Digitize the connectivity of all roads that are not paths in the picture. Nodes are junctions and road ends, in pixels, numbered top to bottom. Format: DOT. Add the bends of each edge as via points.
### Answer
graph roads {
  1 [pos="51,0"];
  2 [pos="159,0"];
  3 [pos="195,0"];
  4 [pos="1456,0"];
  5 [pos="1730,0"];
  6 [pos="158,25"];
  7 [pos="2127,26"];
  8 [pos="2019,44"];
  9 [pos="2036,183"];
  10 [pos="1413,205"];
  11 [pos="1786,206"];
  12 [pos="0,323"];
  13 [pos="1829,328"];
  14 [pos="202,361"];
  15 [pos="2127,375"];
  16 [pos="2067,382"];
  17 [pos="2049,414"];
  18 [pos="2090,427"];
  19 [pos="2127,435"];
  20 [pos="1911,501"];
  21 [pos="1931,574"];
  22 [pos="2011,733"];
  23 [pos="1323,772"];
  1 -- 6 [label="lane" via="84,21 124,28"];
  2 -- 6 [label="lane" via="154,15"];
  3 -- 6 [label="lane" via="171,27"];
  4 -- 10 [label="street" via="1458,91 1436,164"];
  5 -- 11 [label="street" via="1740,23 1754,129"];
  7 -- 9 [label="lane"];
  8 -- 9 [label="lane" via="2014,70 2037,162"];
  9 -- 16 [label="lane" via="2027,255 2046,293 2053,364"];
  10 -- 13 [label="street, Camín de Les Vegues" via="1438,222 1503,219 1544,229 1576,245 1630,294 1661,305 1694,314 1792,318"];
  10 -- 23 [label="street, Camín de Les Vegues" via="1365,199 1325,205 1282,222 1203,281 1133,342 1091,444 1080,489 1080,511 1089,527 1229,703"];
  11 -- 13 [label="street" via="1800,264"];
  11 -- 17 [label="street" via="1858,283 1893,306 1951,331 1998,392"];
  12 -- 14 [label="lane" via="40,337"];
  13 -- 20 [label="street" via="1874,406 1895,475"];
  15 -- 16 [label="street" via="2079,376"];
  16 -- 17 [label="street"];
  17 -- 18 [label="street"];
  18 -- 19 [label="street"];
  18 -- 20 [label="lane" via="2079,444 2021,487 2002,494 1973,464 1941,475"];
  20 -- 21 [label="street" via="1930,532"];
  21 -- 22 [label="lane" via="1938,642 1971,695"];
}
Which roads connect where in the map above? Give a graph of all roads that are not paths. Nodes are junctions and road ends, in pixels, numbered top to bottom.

|---|

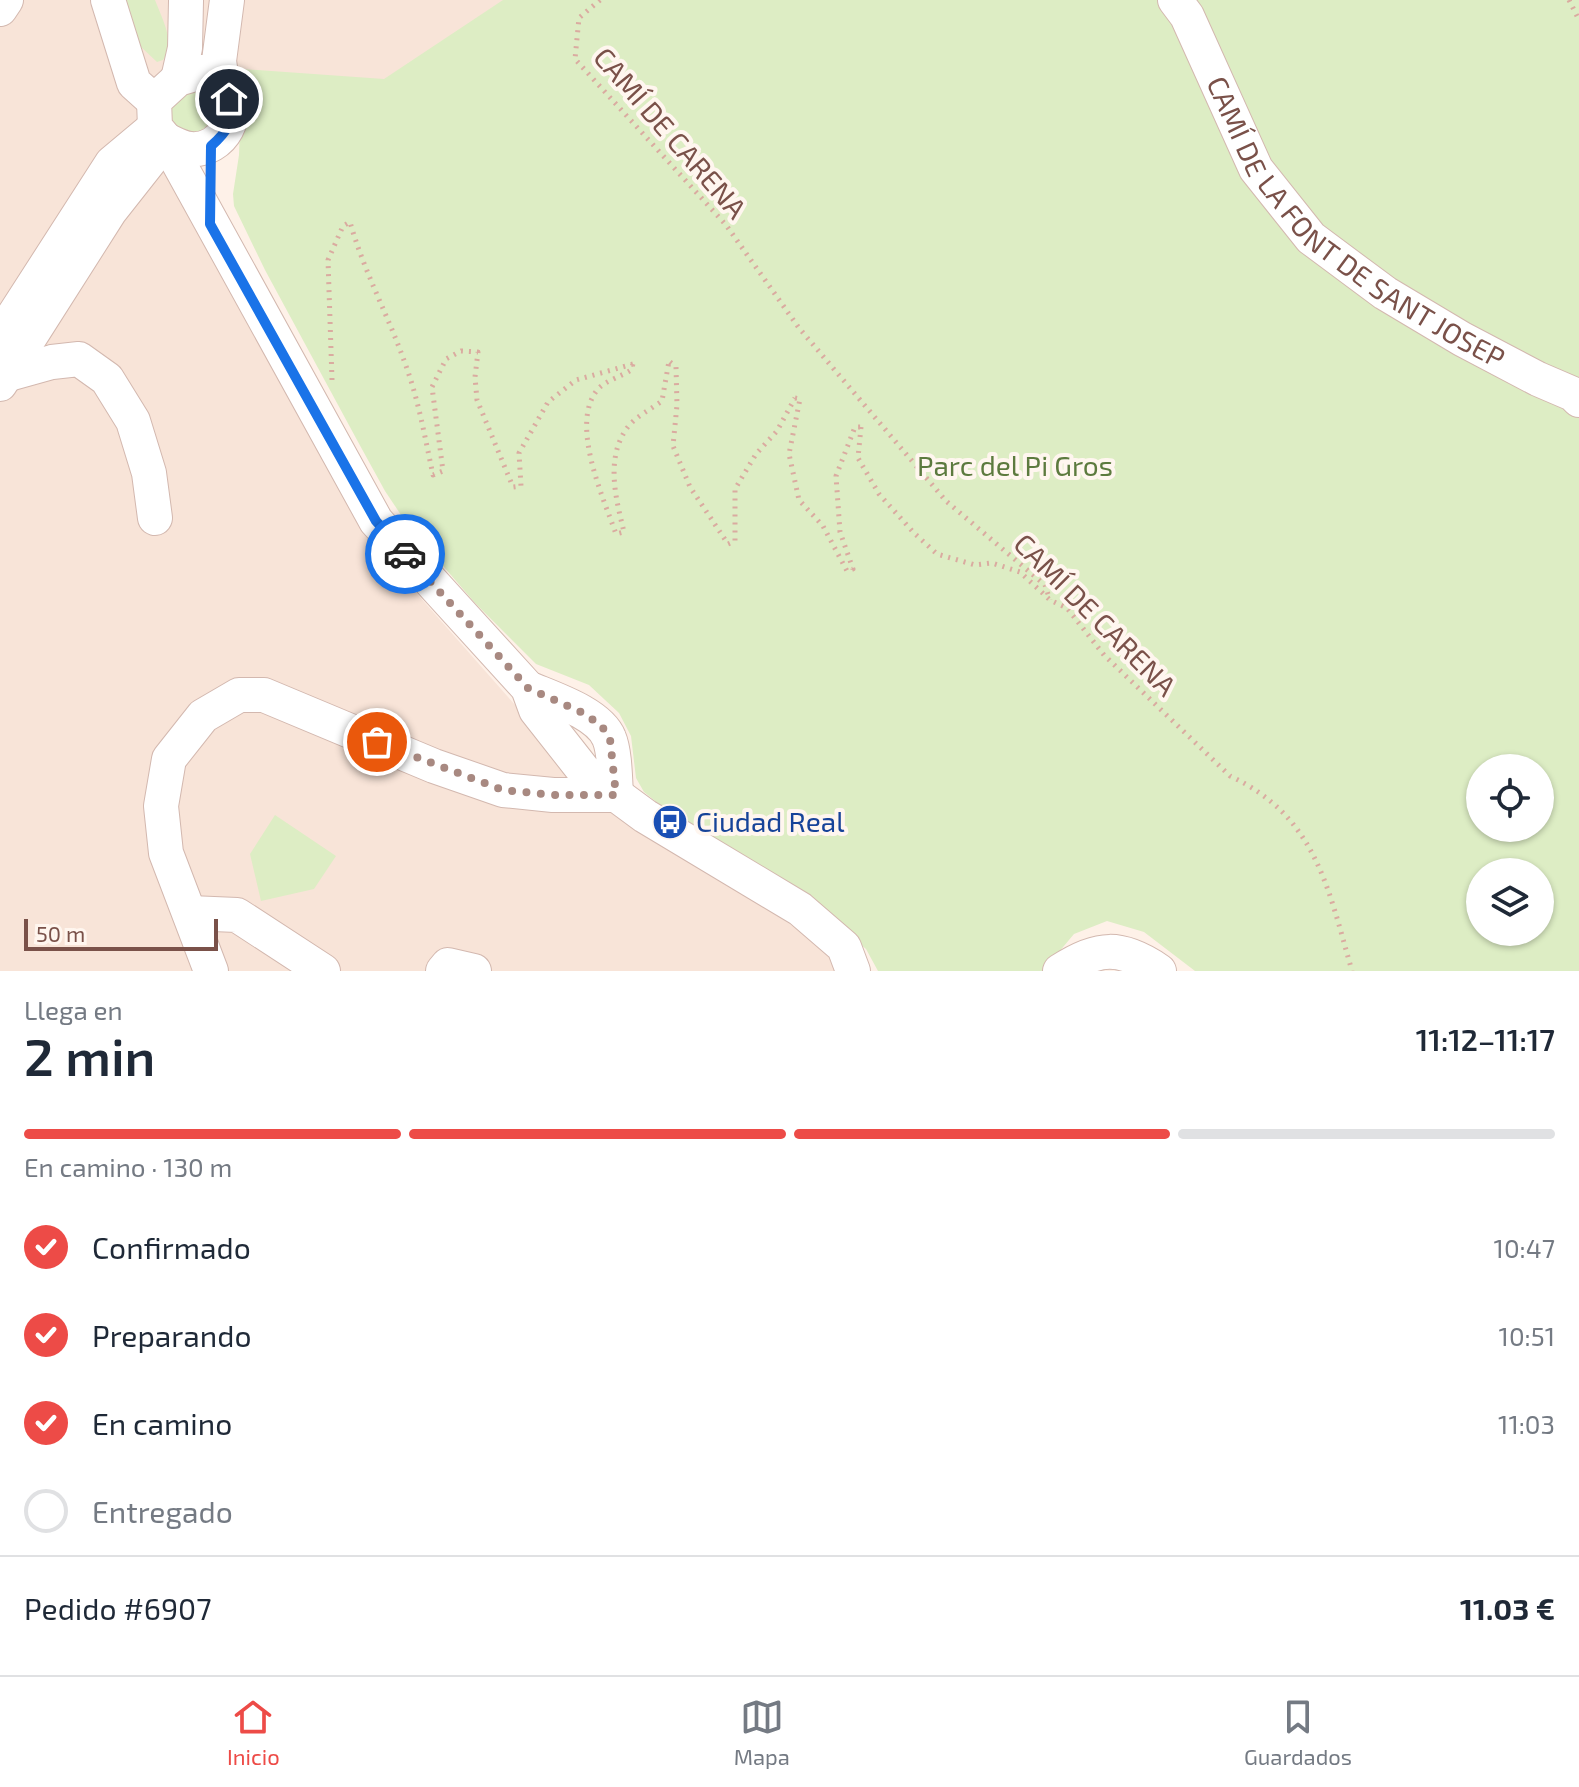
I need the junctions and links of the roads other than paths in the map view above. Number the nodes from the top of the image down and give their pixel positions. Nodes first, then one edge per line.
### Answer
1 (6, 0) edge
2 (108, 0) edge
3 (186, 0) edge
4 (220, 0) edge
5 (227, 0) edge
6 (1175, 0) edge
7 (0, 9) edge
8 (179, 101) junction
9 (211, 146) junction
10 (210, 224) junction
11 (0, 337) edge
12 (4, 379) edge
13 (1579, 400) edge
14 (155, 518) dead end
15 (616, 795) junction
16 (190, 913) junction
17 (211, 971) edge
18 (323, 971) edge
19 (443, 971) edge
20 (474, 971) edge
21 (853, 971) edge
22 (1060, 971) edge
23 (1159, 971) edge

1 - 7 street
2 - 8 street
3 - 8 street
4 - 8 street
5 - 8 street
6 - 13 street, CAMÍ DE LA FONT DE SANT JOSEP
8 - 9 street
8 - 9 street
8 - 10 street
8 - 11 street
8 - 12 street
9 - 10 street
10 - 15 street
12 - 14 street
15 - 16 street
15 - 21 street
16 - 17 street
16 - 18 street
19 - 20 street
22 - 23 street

|---|

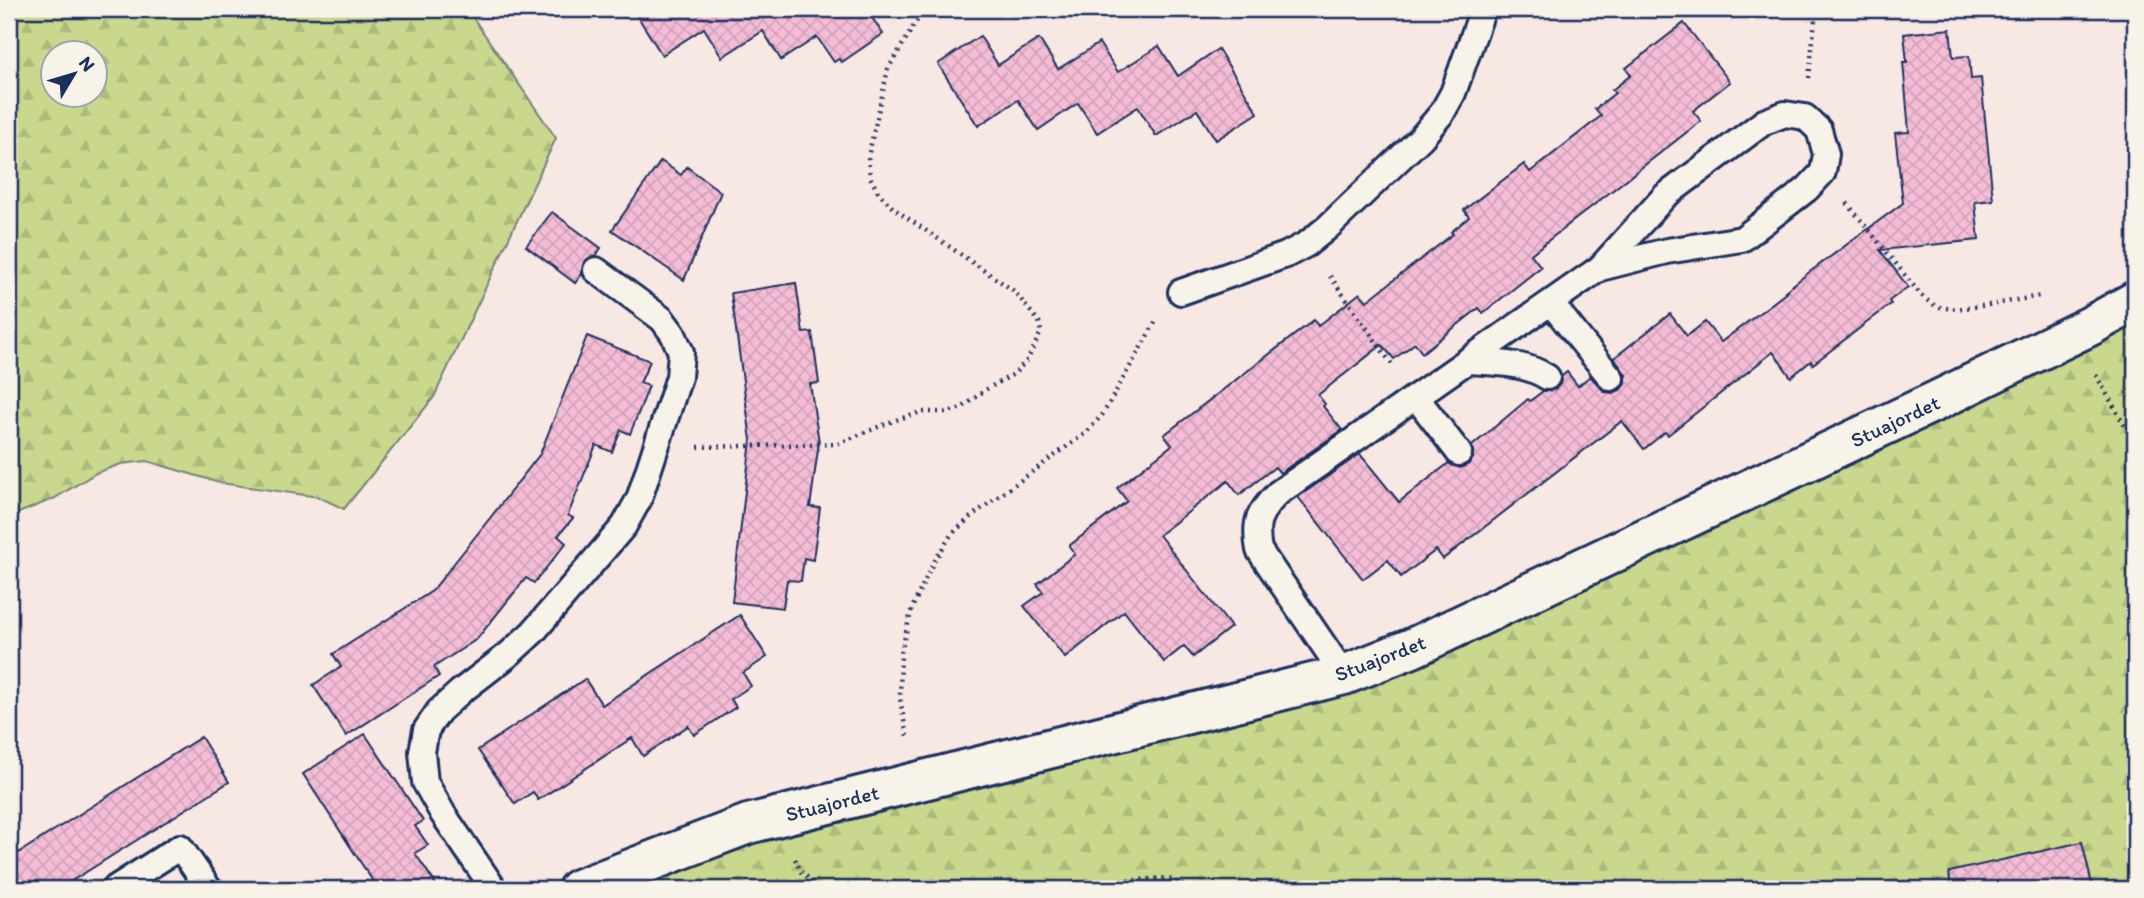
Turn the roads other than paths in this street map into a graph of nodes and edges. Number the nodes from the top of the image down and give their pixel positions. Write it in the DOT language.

|---|

= TASK TO COMPLETE =
Going through the data, count each line where the word "down" appears, and state only the total.

= ANSWER TO THIS EXERCISE =
2